[How to complete this task] When a line below contains the word "points", copy that line.

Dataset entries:
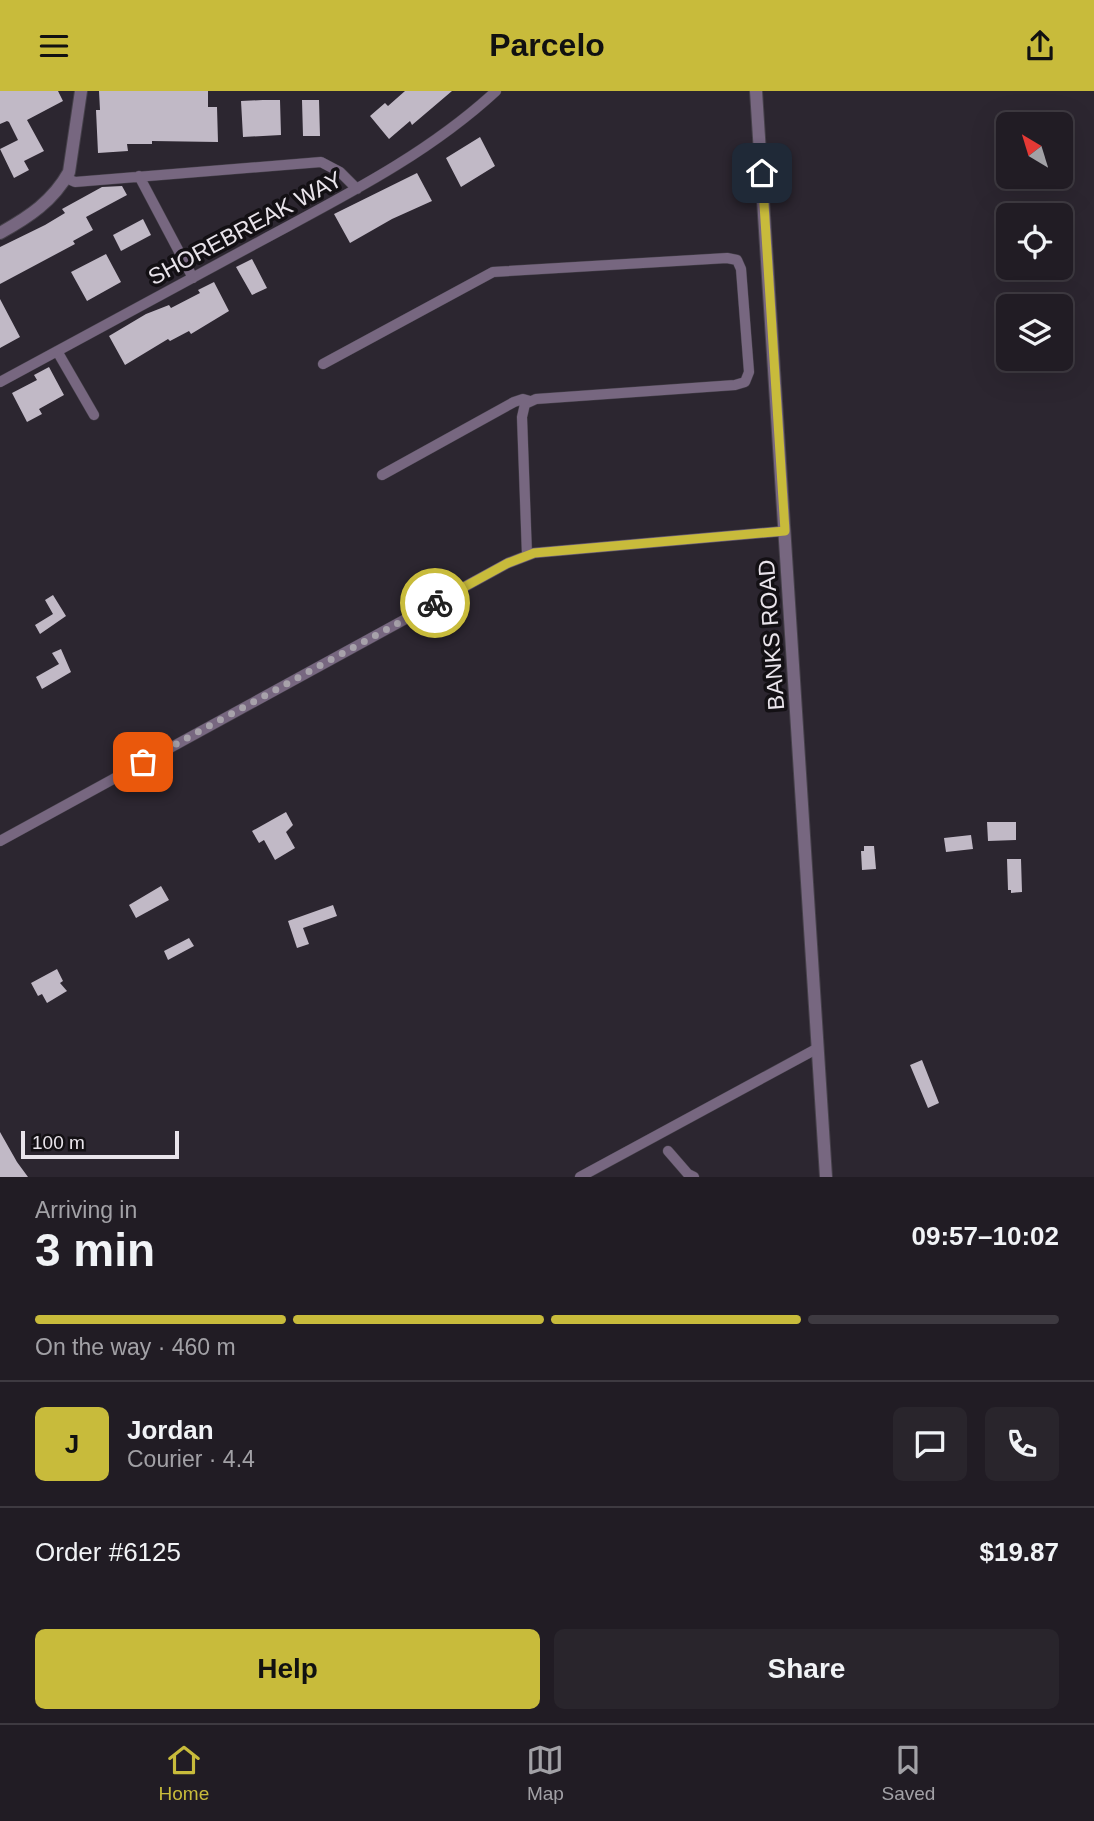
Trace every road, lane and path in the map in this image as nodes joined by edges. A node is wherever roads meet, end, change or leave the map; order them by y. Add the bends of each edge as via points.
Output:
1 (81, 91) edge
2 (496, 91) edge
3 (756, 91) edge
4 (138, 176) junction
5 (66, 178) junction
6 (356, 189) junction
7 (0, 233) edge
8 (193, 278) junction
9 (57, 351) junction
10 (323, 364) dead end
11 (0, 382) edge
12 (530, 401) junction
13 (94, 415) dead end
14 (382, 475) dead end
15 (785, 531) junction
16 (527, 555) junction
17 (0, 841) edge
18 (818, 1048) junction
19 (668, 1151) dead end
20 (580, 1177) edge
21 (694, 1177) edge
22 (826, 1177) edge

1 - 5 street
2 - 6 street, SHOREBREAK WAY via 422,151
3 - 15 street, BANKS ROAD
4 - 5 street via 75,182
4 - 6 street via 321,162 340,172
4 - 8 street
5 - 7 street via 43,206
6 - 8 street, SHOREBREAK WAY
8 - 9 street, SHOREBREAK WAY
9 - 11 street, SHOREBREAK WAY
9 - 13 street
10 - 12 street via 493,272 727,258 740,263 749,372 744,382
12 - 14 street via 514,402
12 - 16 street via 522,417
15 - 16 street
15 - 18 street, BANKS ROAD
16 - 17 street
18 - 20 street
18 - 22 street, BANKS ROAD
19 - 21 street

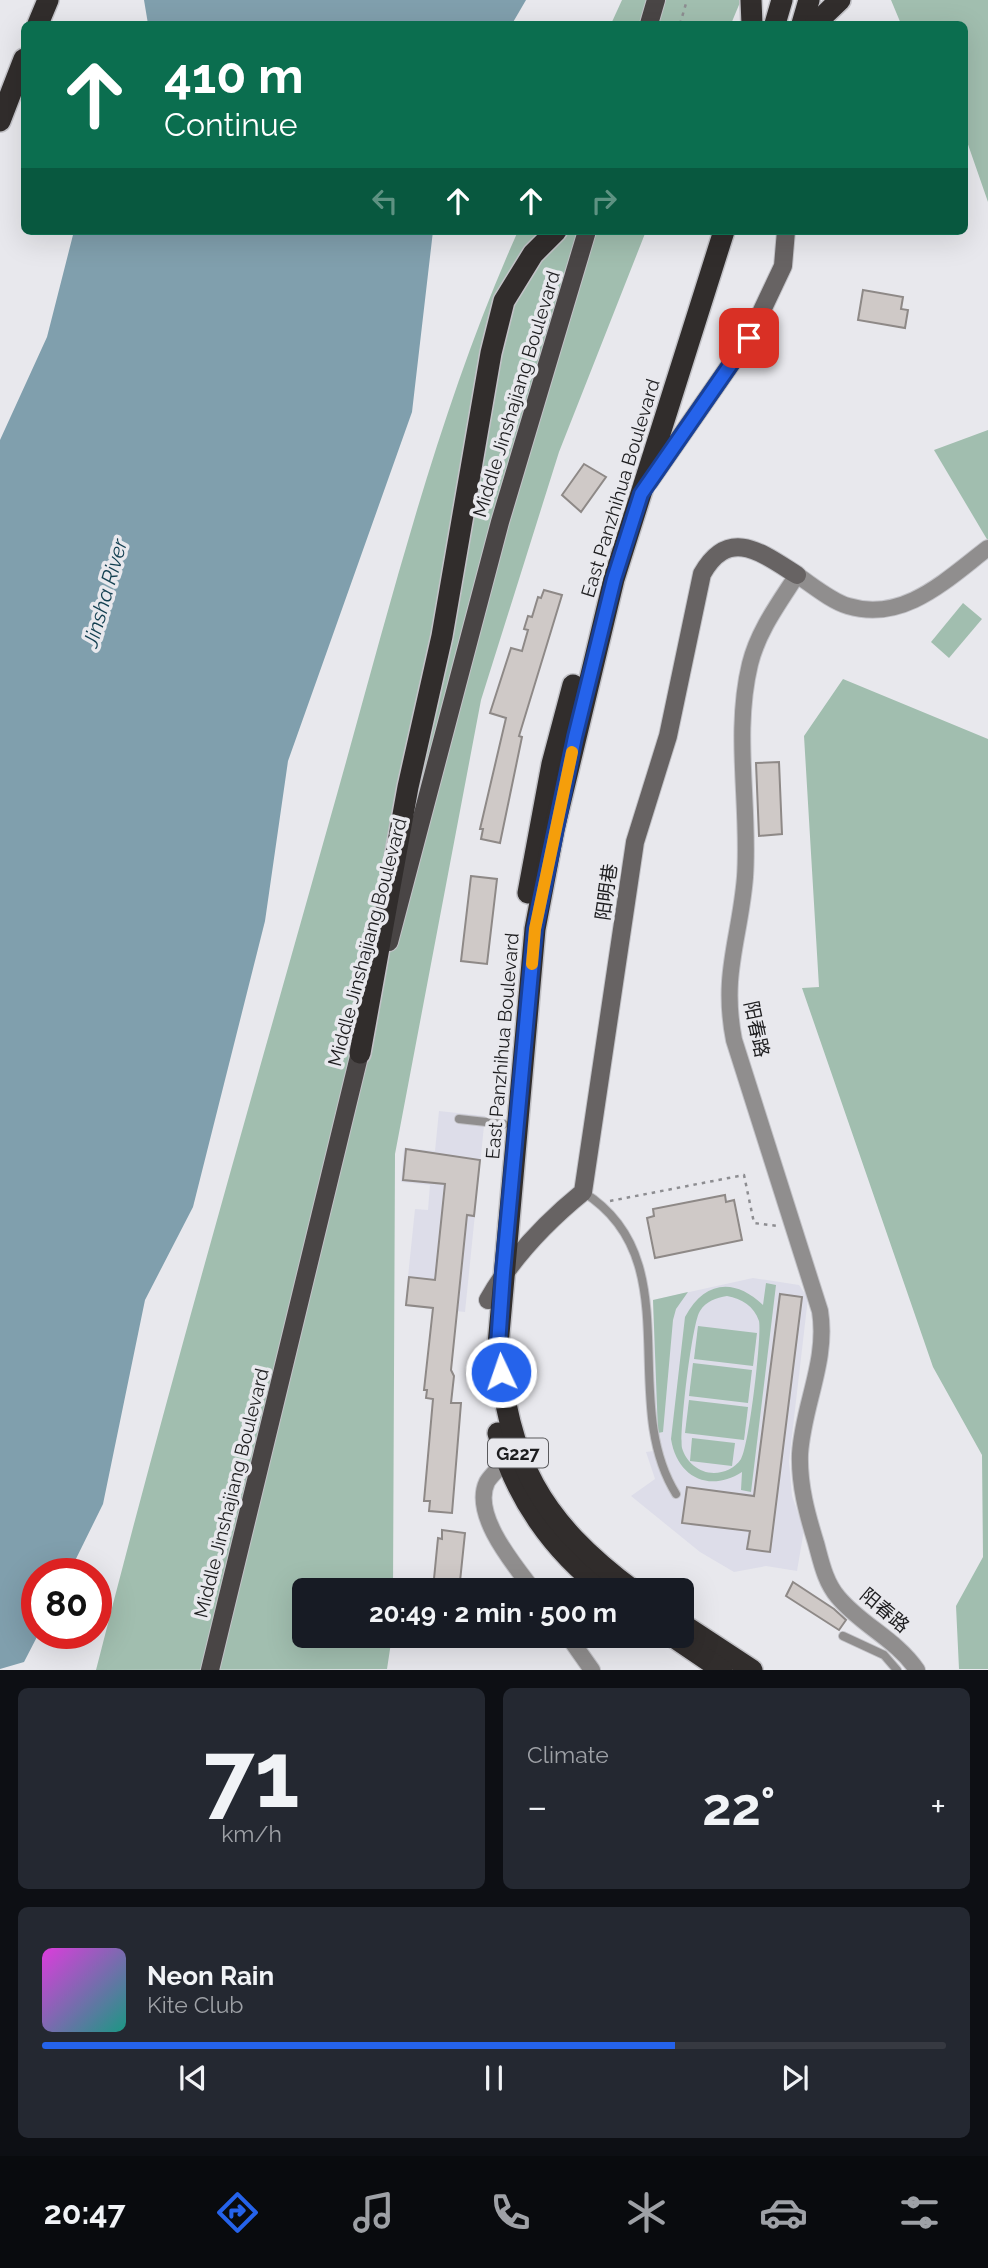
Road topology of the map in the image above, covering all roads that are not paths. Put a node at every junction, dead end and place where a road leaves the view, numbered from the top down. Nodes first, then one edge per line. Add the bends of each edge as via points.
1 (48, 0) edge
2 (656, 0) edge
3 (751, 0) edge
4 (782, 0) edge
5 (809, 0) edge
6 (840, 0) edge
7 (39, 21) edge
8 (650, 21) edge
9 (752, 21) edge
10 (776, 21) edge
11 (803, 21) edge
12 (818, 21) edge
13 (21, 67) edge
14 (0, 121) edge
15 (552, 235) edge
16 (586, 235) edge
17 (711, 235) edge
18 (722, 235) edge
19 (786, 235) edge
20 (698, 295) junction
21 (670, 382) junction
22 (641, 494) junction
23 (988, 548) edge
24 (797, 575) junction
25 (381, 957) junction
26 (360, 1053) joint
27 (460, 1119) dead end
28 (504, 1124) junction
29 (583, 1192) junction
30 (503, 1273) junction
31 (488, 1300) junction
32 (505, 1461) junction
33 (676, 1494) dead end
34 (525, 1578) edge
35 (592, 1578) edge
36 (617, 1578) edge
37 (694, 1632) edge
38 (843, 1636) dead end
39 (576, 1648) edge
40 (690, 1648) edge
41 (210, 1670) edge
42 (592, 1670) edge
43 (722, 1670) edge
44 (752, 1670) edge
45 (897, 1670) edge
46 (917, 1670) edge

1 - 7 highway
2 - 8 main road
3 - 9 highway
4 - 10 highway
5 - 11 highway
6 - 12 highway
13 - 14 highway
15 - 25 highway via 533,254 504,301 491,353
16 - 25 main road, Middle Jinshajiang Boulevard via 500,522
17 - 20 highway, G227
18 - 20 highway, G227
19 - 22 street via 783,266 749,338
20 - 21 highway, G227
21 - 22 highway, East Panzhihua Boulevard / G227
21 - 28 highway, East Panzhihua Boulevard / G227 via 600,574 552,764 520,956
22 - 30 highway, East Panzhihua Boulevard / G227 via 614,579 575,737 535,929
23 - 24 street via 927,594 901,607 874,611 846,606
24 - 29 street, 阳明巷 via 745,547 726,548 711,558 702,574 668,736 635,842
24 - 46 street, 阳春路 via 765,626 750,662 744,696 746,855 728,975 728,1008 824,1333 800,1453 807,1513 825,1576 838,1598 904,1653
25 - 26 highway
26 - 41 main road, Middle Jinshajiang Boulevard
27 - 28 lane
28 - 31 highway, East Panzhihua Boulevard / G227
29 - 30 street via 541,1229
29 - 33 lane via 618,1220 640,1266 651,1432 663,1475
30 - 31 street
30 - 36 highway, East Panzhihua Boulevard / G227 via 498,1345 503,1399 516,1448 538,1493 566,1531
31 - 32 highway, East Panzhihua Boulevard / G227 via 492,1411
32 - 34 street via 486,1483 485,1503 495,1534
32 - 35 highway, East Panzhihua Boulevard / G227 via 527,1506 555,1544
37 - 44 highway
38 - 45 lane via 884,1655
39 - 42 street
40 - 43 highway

[Task result]
Trace every road, lane and path in the map in this image as nodes joined by edges. A node is wherever roads meet, end, change or leave the map; order them by y. Add the bends of each edge as via points.
Road topology of the map in the image above, covering all roads that are not paths. Put a node at every junction, dead end and place where a road leaves the view, numbered from the top down. Nodes first, then one edge per line. Add the bends of each edge as via points.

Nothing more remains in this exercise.